During these decades I transitioned from surfing weekly (early 80s) to monthly or less (late 80s to mid-90s). Married in 1988 with children in 1992 and 1995, although living in Hawaii, my time became limited to a few times per year. Eventually, in the 2000s, health issues reduced my surfing to every year or two. As I write this post, I haven’t been in the lineup for five years. … but I know I will return.
Because … I am a surfer. I am bound to live near the sea and feel the day-to-day rhythms of the ocean. I need to smell the water, hear the wind and the sounds of the waves crashing on the shore. Every day I must see and feel the swells arrive and depart, watch them create synergy with the tides and the reefs. If I’m not near the sea I die a little. It’s in my blood and part of my soul, and always will be. I am forever tied to the ocean, the surf, and not a day goes by that I don’t look at the water and remember my days surfing.
One look and I think of the smell and feel of the water. The crisp waves washing over as I paddle out, the water flooding my wetsuit, the sharp smell of the sea, the ache in my arms as I scramble outside, the jolt of fear as a set catches me inside, the thrill of a great wave. But most of all I remember the feeling as my board slides down the wave’s face, the energy surging through me, then turning and tucking under the lip as it keels over. The utter perfection and solace of being completely inside the wave, safe in its womb, a brief but intimate moment where time stands still. At night, endless dreams of glassy swells early in the morning. Small but super fun. Just me and a close friend grabbing waves as the sun rises and the offshore winds pick up as others appear on the beach to watch. The thrill of riding a nice wave — ripping — as those on the beach and in the water hoot and holler. It’s an age-old, endless dream and never gets old.

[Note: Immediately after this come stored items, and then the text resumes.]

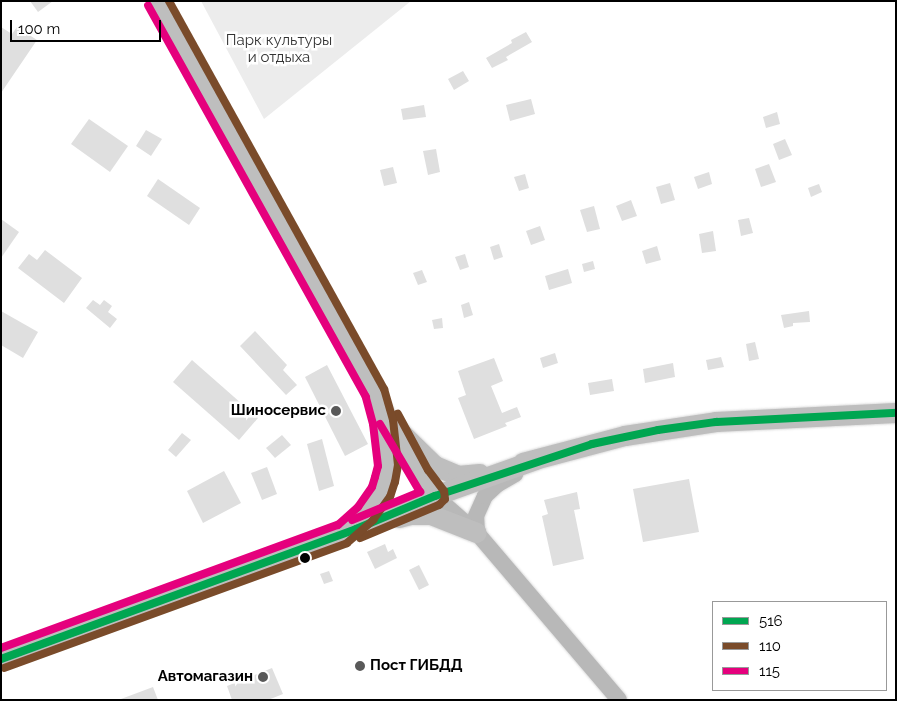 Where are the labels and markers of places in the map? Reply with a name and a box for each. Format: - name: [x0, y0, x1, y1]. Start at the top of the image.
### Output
- place label: Шиносервис: [231, 402, 326, 420]
- marker: Шиносервис: [330, 405, 342, 417]
- unlabelled marker: [300, 553, 310, 563]
- place label: Пост ГИБДД: [370, 657, 463, 675]
- marker: Пост ГИБДД: [354, 660, 366, 672]
- place label: Автомагазин: [158, 668, 253, 686]
- marker: Автомагазин: [257, 671, 269, 683] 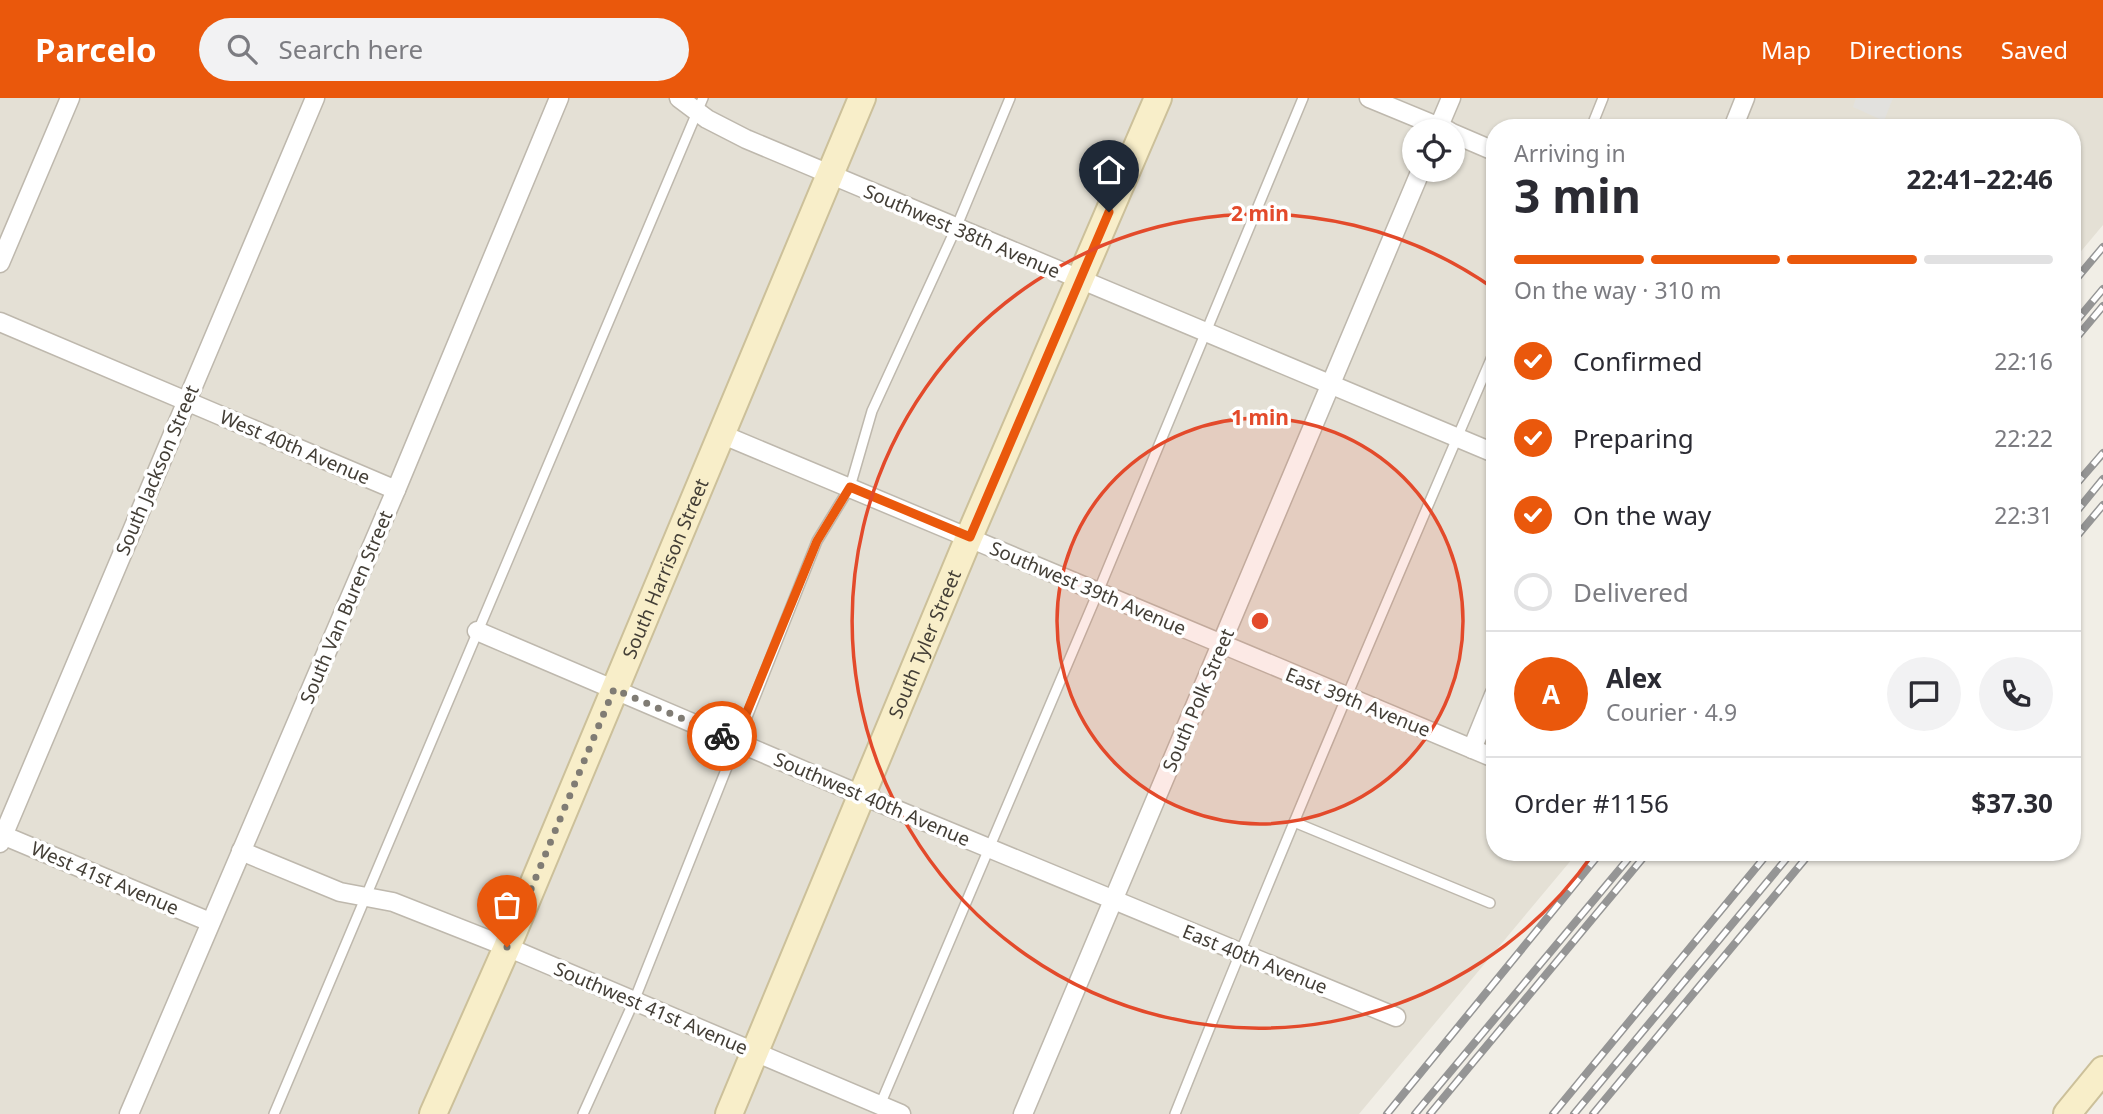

To me, that is surfing and as a surfer, it is forever a part of who I am. Surfing has been one of the biggest inspirations of my life. It has changed me in ways I can’t begin to understand: it has taught me respect and patience, kept me in good physical shape, influencing who my friends were and where I lived, focused my interests, and was the inspiration for my career in marine biology. And yet — and this is its charm — it is amazingly free; pure fun dependent only the wind blowing across the sea and my ability to paddle out and catch a wave. The ocean asks nothing in return but gives everything.
So what is a surfer?
- Is it that kid that caught a few waves but remembers it forever?
- Is it a life dedicated to surfing above all else?
- Is it someone who occasionally surfs while balancing career and family life?
- Is it someone who lives close to the sea but rarely surfs?
- Is it someone who surfed long ago but doesn’t anymore?
I don’t believe there’s an answer because it’s different for everyone. To some, it is an art, a sport, a religion, a profession, an addiction, or something you do on vacation. Maybe it’s the biggest thing in your life, maybe it’s your entire life or just an occasional joy. To me, it is all of the above. But who am I to judge? Who are you to judge?
Ultimately, it is up to each of us to place surfing in the context of our lives and understand it’s significance. Sure, we have our opinions but ultimately the soul of surfing, what it means to you, is an intensely personal experience. If you live in the memories of surfing or still surf or crave to be in the water, then you are a surfer, and always will be in my opinion. Perhaps the better question is how surfing has inspired and changed your life. Only you can answer that question. Ride on my friends. For the soul of surfing is within us all.